__Work order__.
When a line in the listing below contains the word "АБДЫКАДЫРОВ", return a copy of that line.
————————
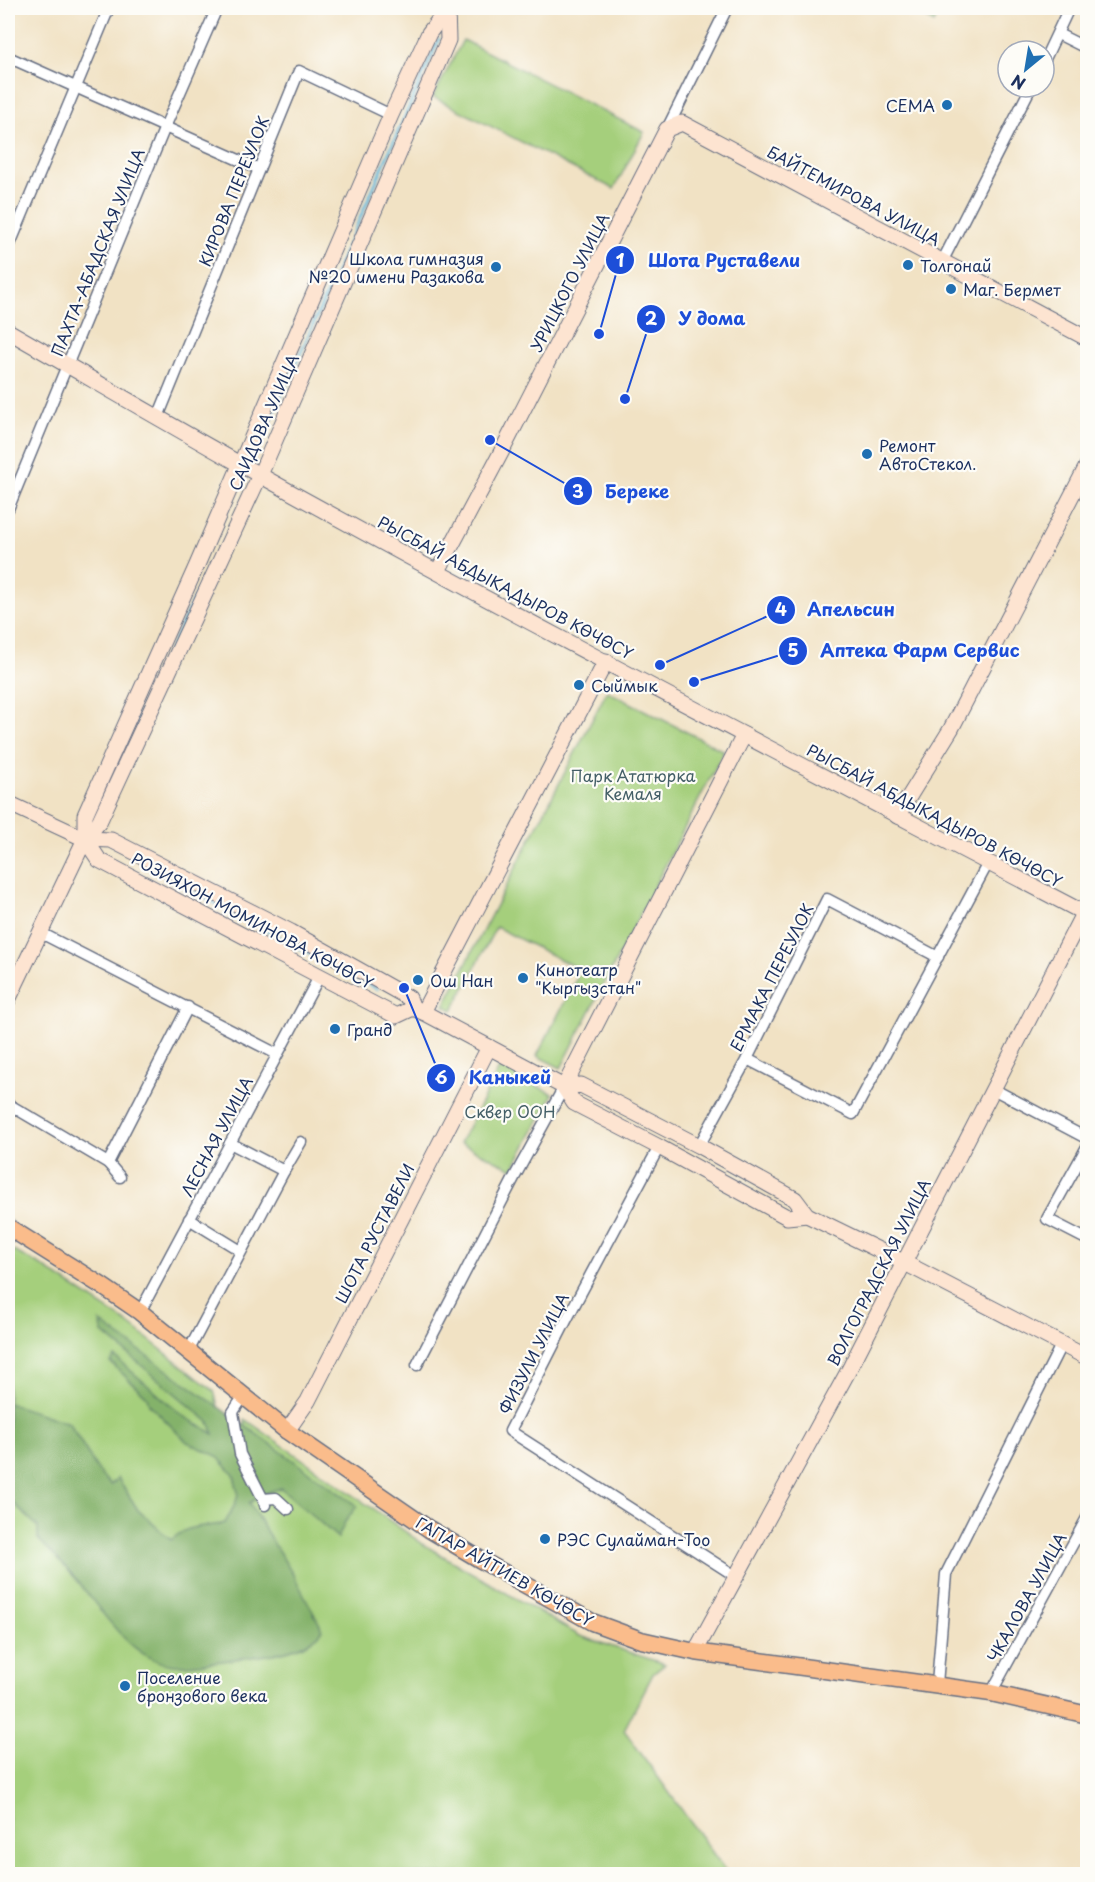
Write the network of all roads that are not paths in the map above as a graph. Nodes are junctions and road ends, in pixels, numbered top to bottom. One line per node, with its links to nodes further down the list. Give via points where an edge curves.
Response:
1 (109, 8): 10 (street)
2 (217, 8): 13 (street, ПАХТА-АБАДСКАЯ УЛИЦА)
3 (446, 8): 12 (street, САИДОВА УЛИЦА, via 429,33); 24 (street, САИДОВА УЛИЦА, via 448,40)
4 (728, 8): 14 (street, УРИЦКОГО УЛИЦА)
5 (1069, 8): 6 (street)
6 (1058, 33): 7 (street); 8 (street)
7 (1055, 39)
8 (1088, 49)
9 (8, 58): 10 (street)
10 (75, 87): 13 (street); 16 (street)
11 (1025, 99): 17 (street)
12 (391, 115): 15 (street, КИРОВА ПЕРЕУЛОК, via 299,71); 22 (street, САИДОВА УЛИЦА)
13 (165, 127): 15 (street); 20 (street, ПАХТА-АБАДСКАЯ УЛИЦА)
14 (668, 129): 17 (street, БАЙТЕМИРОВА УЛИЦА, via 682,123); 26 (street, УРИЦКОГО УЛИЦА)
15 (259, 168): 21 (street, КИРОВА ПЕРЕУЛОК)
16 (8, 249)
17 (942, 262): 19 (street, БАЙТЕМИРОВА УЛИЦА)
18 (8, 331): 20 (street, РЫСБАЙ АБДЫКАДЫРОВ КӨЧӨСҮ)
19 (1088, 339)
20 (67, 365): 21 (street, РЫСБАЙ АБДЫКАДЫРОВ КӨЧӨСҮ); 25 (street, ПАХТА-АБАДСКАЯ УЛИЦА)
21 (158, 417): 22 (street, РЫСБАЙ АБДЫКАДЫРОВ КӨЧӨСҮ)
22 (240, 464): 24 (street, РЫСБАЙ АБДЫКАДЫРОВ КӨЧӨСҮ); 31 (street, САИДОВА УЛИЦА, via 85,815)
23 (1088, 464): 30 (street, via 951,729)
24 (260, 475): 26 (street, РЫСБАЙ АБДЫКАДЫРОВ КӨЧӨСҮ); 31 (street, САИДОВА УЛИЦА, via 99,822)
25 (8, 509)
26 (438, 572): 27 (street, РЫСБАЙ АБДЫКАДЫРОВ КӨЧӨСҮ)
27 (606, 661): 28 (street, РЫСБАЙ АБДЫКАДЫРОВ КӨЧӨСҮ); 39 (street)
28 (744, 735): 30 (street, РЫСБАЙ АБДЫКАДЫРОВ КӨЧӨСҮ); 43 (street)
29 (8, 803): 31 (street, РОЗИЯХОН МОМИНОВА КӨЧӨСҮ)
30 (897, 816): 32 (street, РЫСБАЙ АБДЫКАДЫРОВ КӨЧӨСҮ)
31 (85, 839): 34 (street, САИДОВА УЛИЦА); 36 (street, РОЗИЯХОН МОМИНОВА КӨЧӨСҮ, via 99,860); 39 (street, РОЗИЯХОН МОМИНОВА КӨЧӨСҮ, via 111,840 291,932 410,998)
32 (988, 863): 33 (street, РЫСБАЙ АБДЫКАДЫРОВ КӨЧӨСҮ); 35 (street)
33 (1086, 911): 44 (street, ВОЛГОГРАДСКАЯ УЛИЦА)
34 (40, 933): 37 (street, САИДОВА УЛИЦА); 38 (street)
35 (938, 957): 42 (street, via 853,1114); 42 (street, ЕРМАКА ПЕРЕУЛОК, via 827,899)
36 (320, 975): 39 (street, РОЗИЯХОН МОМИНОВА КӨЧӨСҮ, via 396,1016); 41 (street, ЛЕСНАЯ УЛИЦА)
37 (8, 1000)
38 (188, 1007): 41 (street); 52 (street)
39 (418, 1010): 40 (street, РОЗИЯХОН МОМИНОВА КӨЧӨСҮ)
40 (489, 1047): 43 (street, РОЗИЯХОН МОМИНОВА КӨЧӨСҮ); 67 (street, ШОТА РУСТАВЕЛИ, via 313,1391)
41 (277, 1054): 48 (street, ЛЕСНАЯ УЛИЦА)
42 (747, 1059): 50 (street, ЕРМАКА ПЕРЕУЛОК)
43 (564, 1088): 50 (street, РОЗИЯХОН МОМИНОВА КӨЧӨСҮ, via 581,1085); 51 (street, РОЗИЯХОН МОМИНОВА КӨЧӨСҮ, via 574,1103); 65 (street)
44 (993, 1089): 46 (street); 60 (street, ВОЛГОГРАДСКАЯ УЛИЦА)
45 (8, 1104): 52 (street)
46 (1088, 1139)
47 (301, 1142): 53 (street)
48 (230, 1143): 53 (street); 56 (street, ЛЕСНАЯ УЛИЦА)
49 (1088, 1145): 58 (street, via 1047,1219)
50 (699, 1146): 55 (street, РОЗИЯХОН МОМИНОВА КӨЧӨСҮ, via 795,1199)
51 (659, 1147): 55 (street, РОЗИЯХОН МОМИНОВА КӨЧӨСҮ, via 787,1217); 70 (street, ФИЗУЛИ УЛИЦА, via 510,1431)
52 (108, 1163): 54 (street)
53 (284, 1171): 59 (street)
54 (120, 1177)
55 (807, 1215): 60 (street, РОЗИЯХОН МОМИНОВА КӨЧӨСҮ)
56 (189, 1219): 59 (street); 61 (street, ЛЕСНАЯ УЛИЦА)
57 (8, 1227): 61 (main road, ГАПАР АЙТИЕВ КӨЧӨСҮ)
58 (1088, 1239)
59 (241, 1251): 63 (street)
60 (903, 1262): 62 (street, РОЗИЯХОН МОМИНОВА КӨЧӨСҮ); 70 (street, ВОЛГОГРАДСКАЯ УЛИЦА)
61 (140, 1312): 63 (main road, ГАПАР АЙТИЕВ КӨЧӨСҮ)
62 (1061, 1344): 64 (street, РОЗИЯХОН МОМИНОВА КӨЧӨСҮ); 72 (street, via 946,1574)
63 (189, 1350): 66 (main road, ГАПАР АЙТИЕВ КӨЧӨСҮ)
64 (1088, 1358)
65 (417, 1365)
66 (243, 1397): 67 (main road, ГАПАР АЙТИЕВ КӨЧӨСҮ); 68 (street, via 233,1412 240,1454 264,1502 276,1498)
67 (287, 1431): 71 (main road, ГАПАР АЙТИЕВ КӨЧӨСҮ, via 429,1529 576,1613 616,1632)
68 (288, 1509)
69 (1088, 1516): 73 (street, ЧКАЛОВА УЛИЦА)
70 (737, 1577): 71 (street, ВОЛГОГРАДСКАЯ УЛИЦА)
71 (695, 1652): 72 (main road, ГАПАР АЙТИЕВ КӨЧӨСҮ)
72 (937, 1684): 73 (main road, ГАПАР АЙТИЕВ КӨЧӨСҮ)
73 (991, 1693): 74 (main road, ГАПАР АЙТИЕВ КӨЧӨСҮ)
74 (1088, 1715)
————————
__Written reply__.
18 (8, 331): 20 (street, РЫСБАЙ АБДЫКАДЫРОВ КӨЧӨСҮ)
20 (67, 365): 21 (street, РЫСБАЙ АБДЫКАДЫРОВ КӨЧӨСҮ); 25 (street, ПАХТА-АБАДСКАЯ УЛИЦА)
21 (158, 417): 22 (street, РЫСБАЙ АБДЫКАДЫРОВ КӨЧӨСҮ)
22 (240, 464): 24 (street, РЫСБАЙ АБДЫКАДЫРОВ КӨЧӨСҮ); 31 (street, САИДОВА УЛИЦА, via 85,815)
24 (260, 475): 26 (street, РЫСБАЙ АБДЫКАДЫРОВ КӨЧӨСҮ); 31 (street, САИДОВА УЛИЦА, via 99,822)
26 (438, 572): 27 (street, РЫСБАЙ АБДЫКАДЫРОВ КӨЧӨСҮ)
27 (606, 661): 28 (street, РЫСБАЙ АБДЫКАДЫРОВ КӨЧӨСҮ); 39 (street)
28 (744, 735): 30 (street, РЫСБАЙ АБДЫКАДЫРОВ КӨЧӨСҮ); 43 (street)
30 (897, 816): 32 (street, РЫСБАЙ АБДЫКАДЫРОВ КӨЧӨСҮ)
32 (988, 863): 33 (street, РЫСБАЙ АБДЫКАДЫРОВ КӨЧӨСҮ); 35 (street)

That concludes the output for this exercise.